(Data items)
====

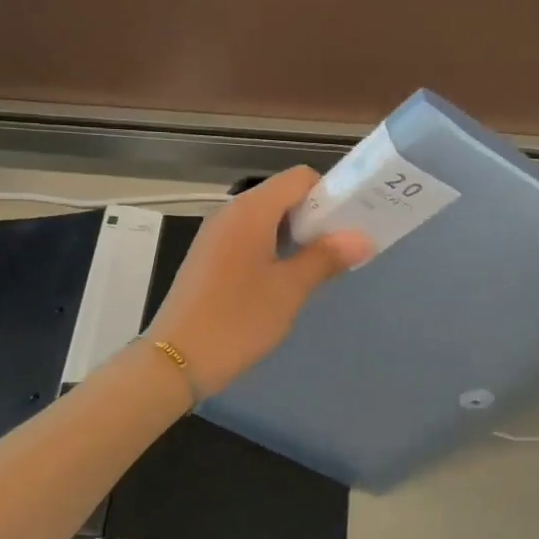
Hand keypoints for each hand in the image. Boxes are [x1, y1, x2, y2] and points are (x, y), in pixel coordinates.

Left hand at [147, 168, 372, 396]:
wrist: (176, 359)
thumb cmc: (238, 319)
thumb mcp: (289, 289)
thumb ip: (326, 258)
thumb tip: (362, 238)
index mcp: (251, 211)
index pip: (299, 178)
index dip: (329, 194)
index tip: (349, 225)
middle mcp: (231, 213)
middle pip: (283, 196)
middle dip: (315, 216)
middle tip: (340, 249)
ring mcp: (216, 235)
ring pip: (267, 219)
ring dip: (296, 235)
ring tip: (318, 267)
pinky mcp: (209, 257)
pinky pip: (250, 237)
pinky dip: (274, 248)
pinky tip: (284, 280)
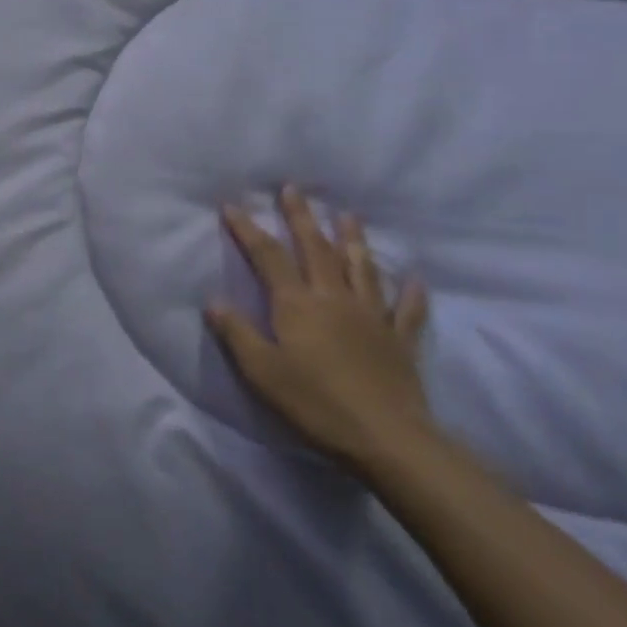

====

A single figure, the number of lines above with the word "index", is the whole answer.

4